- [Task prompt]: Images are to be dropped, and the rest of the data reproduced exactly.

______________________________

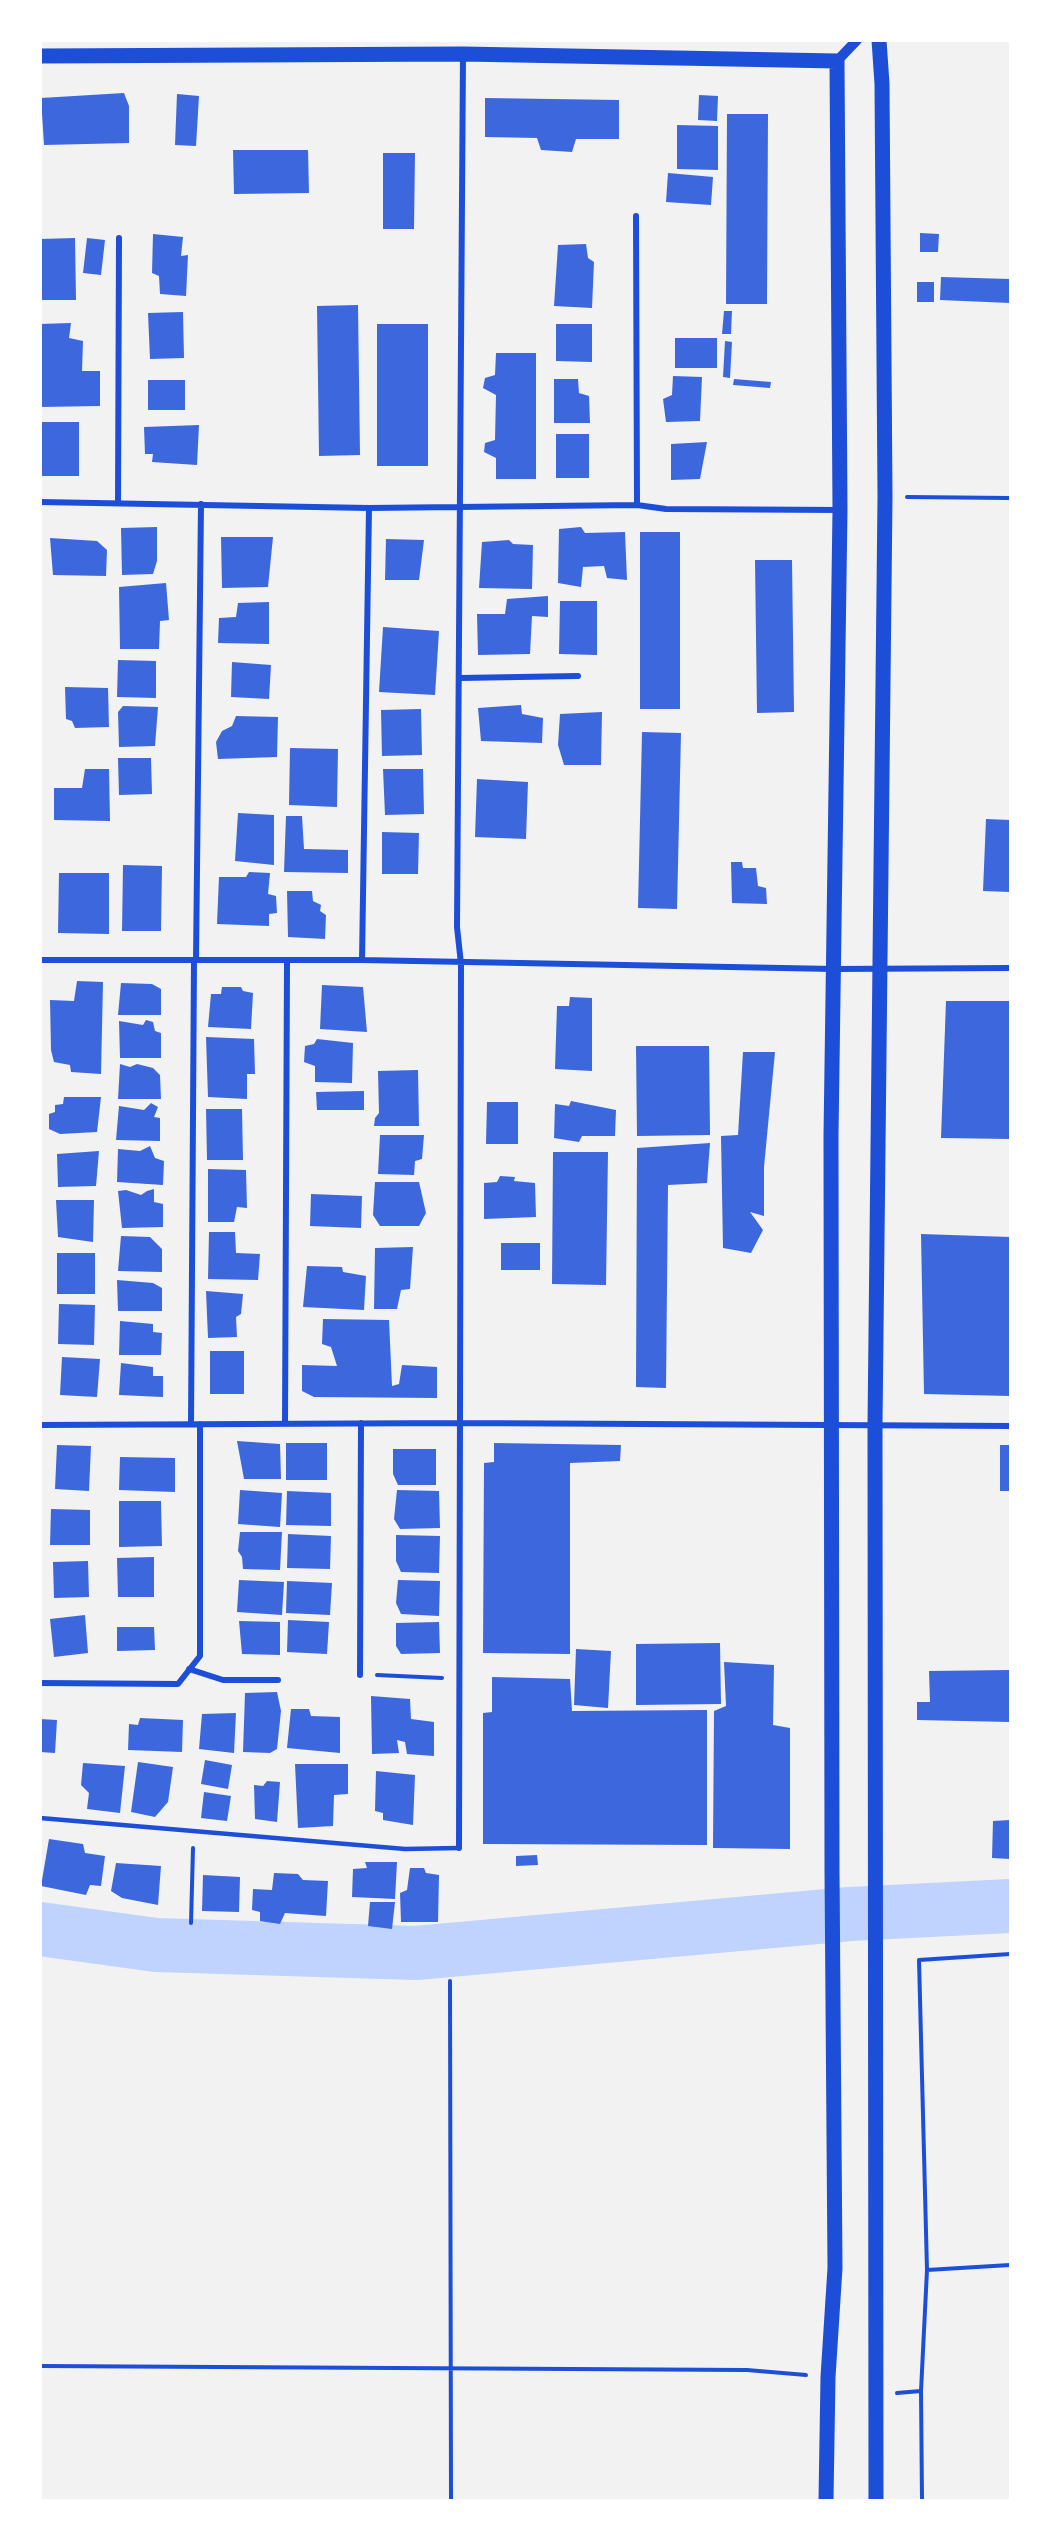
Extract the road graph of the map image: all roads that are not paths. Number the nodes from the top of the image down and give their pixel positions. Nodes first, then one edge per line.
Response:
1 (857, 40) edge
2 (879, 40) edge
3 (464, 54) junction
4 (40, 56) edge
5 (837, 62) junction
6 (636, 216) dead end
7 (119, 238) dead end
8 (40, 502) edge
9 (118, 503) junction
10 (201, 504) junction
11 (637, 505) junction
12 (461, 507) junction
13 (369, 508) junction
14 (840, 510) junction
15 (578, 676) dead end
16 (460, 678) junction
17 (40, 960) edge
18 (195, 960) junction
19 (362, 960) junction
20 (287, 962) junction
21 (461, 964) junction
22 (1011, 968) edge
23 (834, 969) junction
24 (879, 969) junction
25 (459, 1422) junction
26 (361, 1423) junction
27 (191, 1424) junction
28 (200, 1424) junction
29 (285, 1424) junction
30 (40, 1425) edge
31 (831, 1425) junction
32 (875, 1425) junction
33 (1011, 1426) edge
34 (189, 1669) junction
35 (360, 1675) road end
36 (278, 1680) dead end
37 (40, 1683) edge
38 (40, 1818) edge
39 (459, 1848) joint
40 (826, 2500) edge
41 (876, 2500) edge

1 - 5 street
2 - 24 main road
3 - 4 main road
3 - 5 main road
3 - 12 street
5 - 14 main road
6 - 11 street
7 - 9 street
8 - 9 street
9 - 10 street
10 - 13 street
10 - 18 street
11 - 12 street
11 - 14 street
12 - 13 street
12 - 16 street
13 - 19 street
14 - 23 main road
15 - 16 street
16 - 21 street
17 - 18 street
18 - 20 street
18 - 27 street
19 - 20 street
19 - 21 street
20 - 29 street
21 - 23 street
21 - 25 street
22 - 24 street
23 - 24 street
23 - 31 main road
24 - 32 main road
25 - 26 street
25 - 31 street
25 - 39 street
26 - 29 street
26 - 35 street
27 - 28 street
27 - 30 street
28 - 29 street
28 - 34 street
31 - 32 street
31 - 40 main road
32 - 33 street
32 - 41 main road
34 - 36 street
34 - 37 street
38 - 39 lane

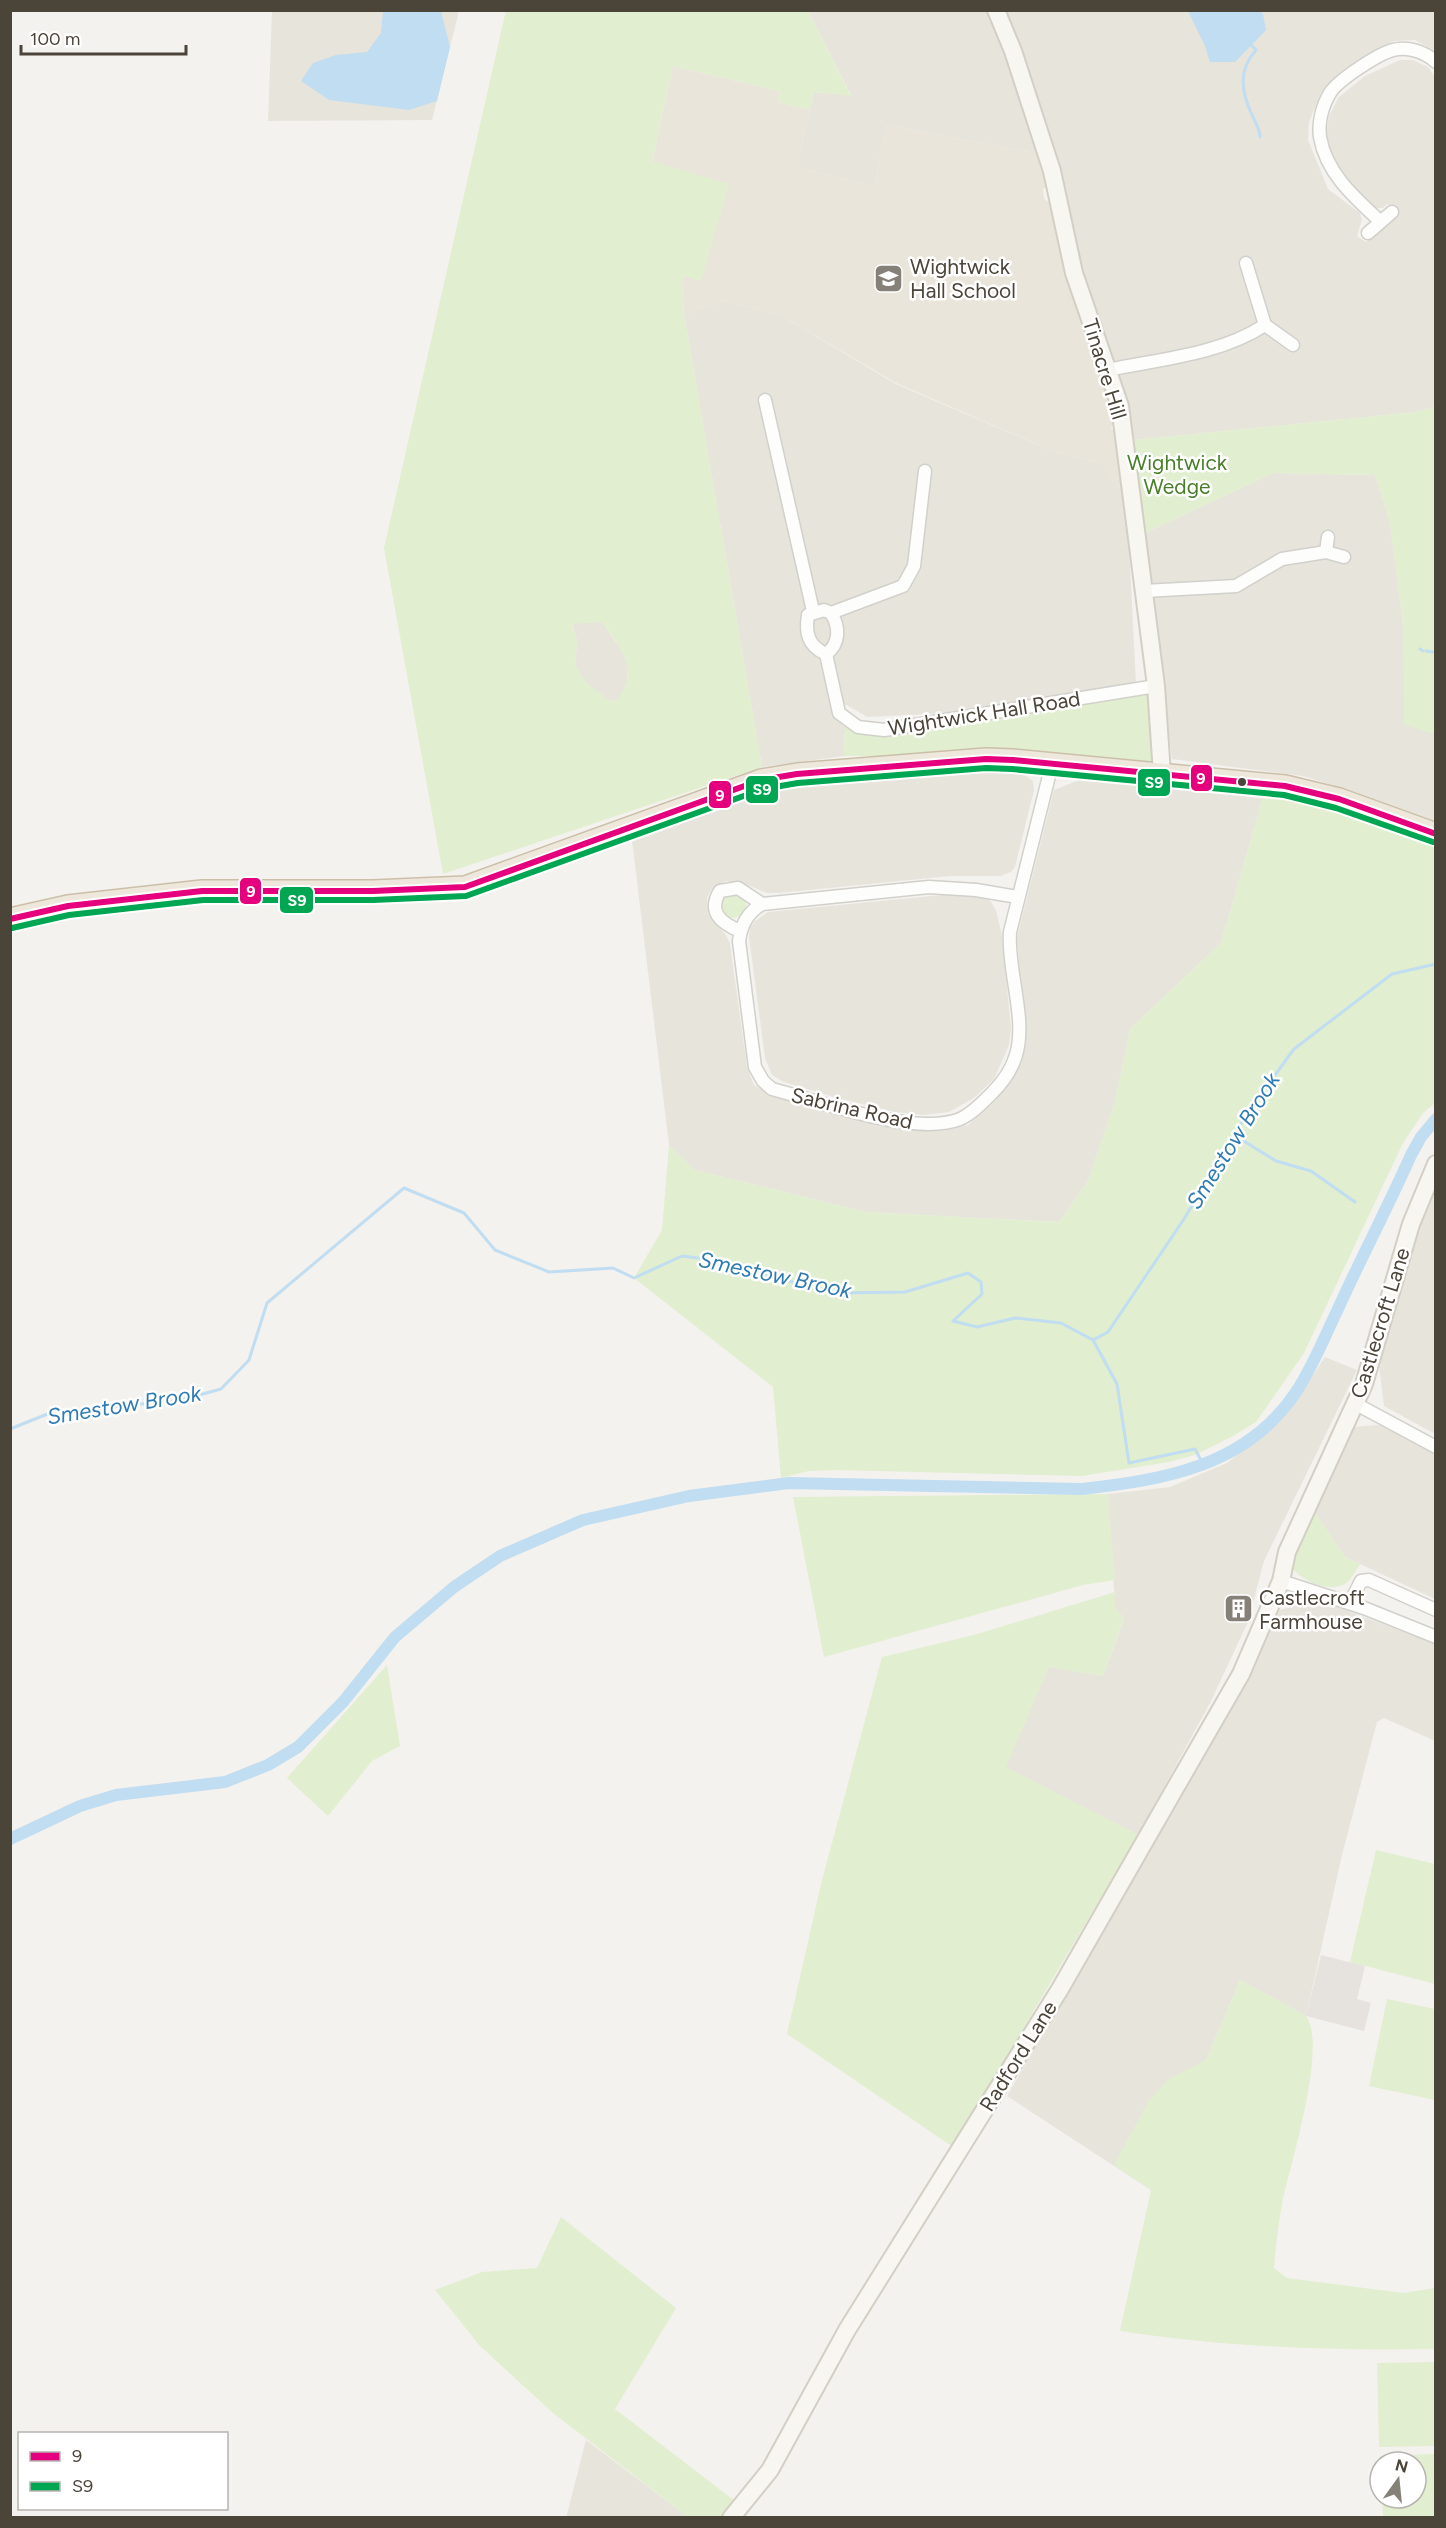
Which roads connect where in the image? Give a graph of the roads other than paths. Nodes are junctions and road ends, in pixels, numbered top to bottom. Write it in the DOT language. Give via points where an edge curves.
graph roads {
  1 [pos="996,10"];
  2 [pos="1436,62"];
  3 [pos="1392,212"];
  4 [pos="1380,221"];
  5 [pos="1368,233"];
  6 [pos="1246,263"];
  7 [pos="1264,325"];
  8 [pos="1293,345"];
  9 [pos="1108,370"];
  10 [pos="765,400"];
  11 [pos="925,471"];
  12 [pos="1328,537"];
  13 [pos="1326,552"];
  14 [pos="1344,557"];
  15 [pos="1144,591"];
  16 [pos="813,611"];
  17 [pos="831,613"];
  18 [pos="826,654"];
  19 [pos="1156,686"];
  20 [pos="1052,764"];
  21 [pos="1162,774"];
  22 [pos="1436,834"];
  23 [pos="1018,897"];
  24 [pos="762,904"];
  25 [pos="10,919"];
  26 [pos="740,931"];
  27 [pos="1436,1164"];
  28 [pos="1356,1404"];
  29 [pos="1436,1447"];
  30 [pos="1281,1581"];
  31 [pos="1350,1603"];
  32 [pos="1436,1610"];
  33 [pos="1436,1637"];
  34 [pos="731,2517"];
  1 -- 9 [label="street, Tinacre Hill" via="1052,171 1074,273"];
  2 -- 4 [label="street" via="1426,53 1393,50 1331,91 1322,113 1320,138 1328,162 1350,194"];
  3 -- 4 [label="street"];
  4 -- 5 [label="street"];
  6 -- 7 [label="street"];
  7 -- 8 [label="street"];
  7 -- 9 [label="street" via="1223,346"];
  9 -- 15 [label="street, Tinacre Hill" via="1120,406"];
  10 -- 16 [label="street"];
  11 -- 17 [label="street" via="909,580 903,586"];
  12 -- 13 [label="street"];
  13 -- 14 [label="street"];
  13 -- 15 [label="street" via="1282,559 1236,586"];
  15 -- 19 [label="street, Tinacre Hill"];
  16 -- 17 [label="street"];
  16 -- 18 [label="street" via="808,615 807,633 811,645"];
  17 -- 18 [label="street" via="838,628 837,639"];
  18 -- 19 [label="street, Wightwick Hall Road" via="839,713 858,727 884,730"];
  19 -- 21 [label="street, Tinacre Hill"];
  20 -- 21 [label="highway"];
  20 -- 23 [label="street, Sabrina Road"];
  20 -- 25 [label="highway" via="986,759 761,780 465,887 202,891 68,906"];
  21 -- 22 [label="highway" via="1310,791"];
  23 -- 24 [label="street" via="929,887"];
  23 -- 26 [label="street, Sabrina Road" via="1009,943 1019,1029 1017,1054 997,1088 981,1104 960,1119 932,1125 908,1124 828,1104 772,1089 763,1082 755,1067 738,941"];
  24 -- 26 [label="street" via="752,911"];
  24 -- 26 [label="street" via="738,888 720,891 714,903 715,912 725,925"];
  27 -- 28 [label="street, Castlecroft Lane" via="1411,1224"];
  28 -- 29 [label="street"];
  28 -- 30 [label="street, Castlecroft Lane" via="1287,1552"];
  30 -- 31 [label="street"];
  30 -- 34 [label="street, Radford Lane" via="1241,1674 1060,1989 847,2331 770,2470"];
  31 -- 32 [label="street" via="1361,1581 1370,1580"];
  31 -- 33 [label="street"];
}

______________________________

- [Solution]:
Extract the road graph of the map image: all roads that are not paths. Number the nodes from the top of the image down and give their pixel positions. Nodes first, then one edge per line.
Response:
1 (857, 40) edge
2 (879, 40) edge
3 (464, 54) junction
4 (40, 56) edge
5 (837, 62) junction
6 (636, 216) dead end
7 (119, 238) dead end
8 (40, 502) edge
9 (118, 503) junction
10 (201, 504) junction
11 (637, 505) junction
12 (461, 507) junction
13 (369, 508) junction
14 (840, 510) junction
15 (578, 676) dead end
16 (460, 678) junction
17 (40, 960) edge
18 (195, 960) junction
19 (362, 960) junction
20 (287, 962) junction
21 (461, 964) junction
22 (1011, 968) edge
23 (834, 969) junction
24 (879, 969) junction
25 (459, 1422) junction
26 (361, 1423) junction
27 (191, 1424) junction
28 (200, 1424) junction
29 (285, 1424) junction
30 (40, 1425) edge
31 (831, 1425) junction
32 (875, 1425) junction
33 (1011, 1426) edge
34 (189, 1669) junction
35 (360, 1675) road end
36 (278, 1680) dead end
37 (40, 1683) edge
38 (40, 1818) edge
39 (459, 1848) joint
40 (826, 2500) edge
41 (876, 2500) edge

1 - 5 street
2 - 24 main road
3 - 4 main road
3 - 5 main road
3 - 12 street
5 - 14 main road
6 - 11 street
7 - 9 street
8 - 9 street
9 - 10 street
10 - 13 street
10 - 18 street
11 - 12 street
11 - 14 street
12 - 13 street
12 - 16 street
13 - 19 street
14 - 23 main road
15 - 16 street
16 - 21 street
17 - 18 street
18 - 20 street
18 - 27 street
19 - 20 street
19 - 21 street
20 - 29 street
21 - 23 street
21 - 25 street
22 - 24 street
23 - 24 street
23 - 31 main road
24 - 32 main road
25 - 26 street
25 - 31 street
25 - 39 street
26 - 29 street
26 - 35 street
27 - 28 street
27 - 30 street
28 - 29 street
28 - 34 street
31 - 32 street
31 - 40 main road
32 - 33 street
32 - 41 main road
34 - 36 street
34 - 37 street
38 - 39 lane

Which roads connect where in the image? Give a graph of the roads other than paths. Nodes are junctions and road ends, in pixels, numbered top to bottom. Write it in the DOT language. Give via points where an edge curves.
graph roads {
  1 [pos="996,10"];
  2 [pos="1436,62"];
  3 [pos="1392,212"];
  4 [pos="1380,221"];
  5 [pos="1368,233"];
  6 [pos="1246,263"];
  7 [pos="1264,325"];
  8 [pos="1293,345"];
  9 [pos="1108,370"];
  10 [pos="765,400"];
  11 [pos="925,471"];
  12 [pos="1328,537"];
  13 [pos="1326,552"];
  14 [pos="1344,557"];
  15 [pos="1144,591"];
  16 [pos="813,611"];
  17 [pos="831,613"];
  18 [pos="826,654"];
  19 [pos="1156,686"];
  20 [pos="1052,764"];
  21 [pos="1162,774"];
  22 [pos="1436,834"];
  23 [pos="1018,897"];
  24 [pos="762,904"];
  25 [pos="10,919"];
  26 [pos="740,931"];
  27 [pos="1436,1164"];
  28 [pos="1356,1404"];
  29 [pos="1436,1447"];
  30 [pos="1281,1581"];
  31 [pos="1350,1603"];
  32 [pos="1436,1610"];
  33 [pos="1436,1637"];
  34 [pos="731,2517"];
  1 -- 9 [label="street, Tinacre Hill" via="1052,171 1074,273"];
  2 -- 4 [label="street" via="1426,53 1393,50 1331,91 1322,113 1320,138 1328,162 1350,194"];
  3 -- 4 [label="street"];
  4 -- 5 [label="street"];
  6 -- 7 [label="street"];
  7 -- 8 [label="street"];
  7 -- 9 [label="street" via="1223,346"];
  9 -- 15 [label="street, Tinacre Hill" via="1120,406"];
  10 -- 16 [label="street"];
  11 -- 17 [label="street" via="909,580 903,586"];
  12 -- 13 [label="street"];
  13 -- 14 [label="street"];
  13 -- 15 [label="street" via="1282,559 1236,586"];
  15 -- 19 [label="street, Tinacre Hill"];
  16 -- 17 [label="street"];
  16 -- 18 [label="street" via="808,615 807,633 811,645"];
  17 -- 18 [label="street" via="838,628 837,639"];
  18 -- 19 [label="street, Wightwick Hall Road" via="839,713 858,727 884,730"];
  19 -- 21 [label="street, Tinacre Hill"];
  20 -- 21 [label="highway"];
  20 -- 23 [label="street, Sabrina Road"];
  20 -- 25 [label="highway" via="986,759 761,780 465,887 202,891 68,906"];
  21 -- 22 [label="highway" via="1310,791"];
  23 -- 24 [label="street" via="929,887"];
  23 -- 26 [label="street, Sabrina Road" via="1009,943 1019,1029 1017,1054 997,1088 981,1104 960,1119 932,1125 908,1124 828,1104 772,1089 763,1082 755,1067 738,941"];
  24 -- 26 [label="street" via="752,911"];
  24 -- 26 [label="street" via="738,888 720,891 714,903 715,912 725,925"];
  27 -- 28 [label="street, Castlecroft Lane" via="1411,1224"];
  28 -- 29 [label="street"];
  28 -- 30 [label="street, Castlecroft Lane" via="1287,1552"];
  30 -- 31 [label="street"];
  30 -- 34 [label="street, Radford Lane" via="1241,1674 1060,1989 847,2331 770,2470"];
  31 -- 32 [label="street" via="1361,1581 1370,1580"];
  31 -- 33 [label="street"];
}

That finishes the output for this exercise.